Stausholm recently stepped down as chief financial officer for international shipping giant A.P. Moller-Maersk, after being a part of the company since 2012.
Before joining Maersk, Stausholm had financial positions for more than 20 years within oil giants such as Royal Dutch Shell and Statoil, now Equinor.
Jean-Sebastien Jacques, chief executive of Rio Tinto, said: “I am delighted Jakob is joining Rio Tinto and I look forward to working closely with him as we continue to deliver superior returns to our shareholders.”
“The experience he has gained in various senior financial and strategy roles globally will be invaluable, as will his deep knowledge of both the resources and logistics industries.”
Stausholm said: “I am truly excited to be joining Rio Tinto and look forward to working with J-S and the executive team to ensure Rio Tinto continues to outperform its peers and maintain the financial discipline instilled under J-S and Chris's leadership."
He will be taking over the role when current chief financial officer Chris Lynch steps down in September after spending five years in the role.

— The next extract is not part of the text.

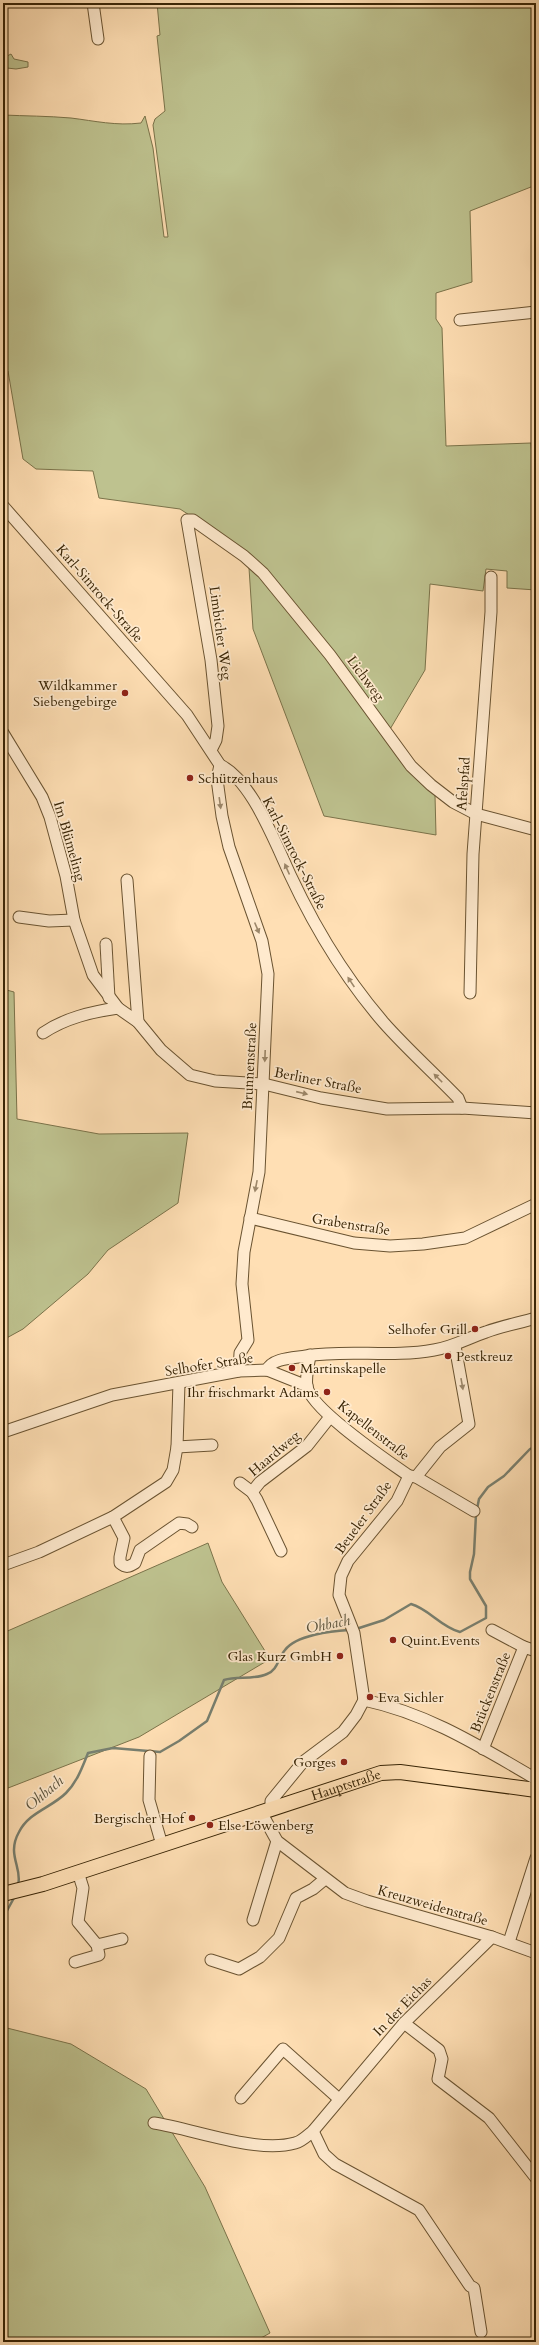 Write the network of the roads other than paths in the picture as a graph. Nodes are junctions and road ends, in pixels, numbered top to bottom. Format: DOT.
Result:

Lynch, who is originally Australian, became chief financial officer of Rio Tinto in 2013 and will be retiring from the company on 3 September.
Jacques said: “I would also like to acknowledge Chris's outstanding contribution to Rio Tinto. He leaves Rio Tinto a stronger company than when he started in 2013.”
“Rio Tinto has the strongest balance sheet in the sector, and Chris has helped embed a disciplined focus on costs and capital allocation. On a personal level, I will greatly miss his wise counsel, good humour and support, and I wish Chris and his family the best of luck for the future.”
Tyler Broda from RBC Capital Markets believes that Stausholm is a “solid choice”.
“His previous energy experience will also have provided significant experience to natural resources. The appointment of an executive from outside the mining industry should be taken positively by investors, in our view, as the industry continues to try and improve its long-term capital allocation track record,” he said.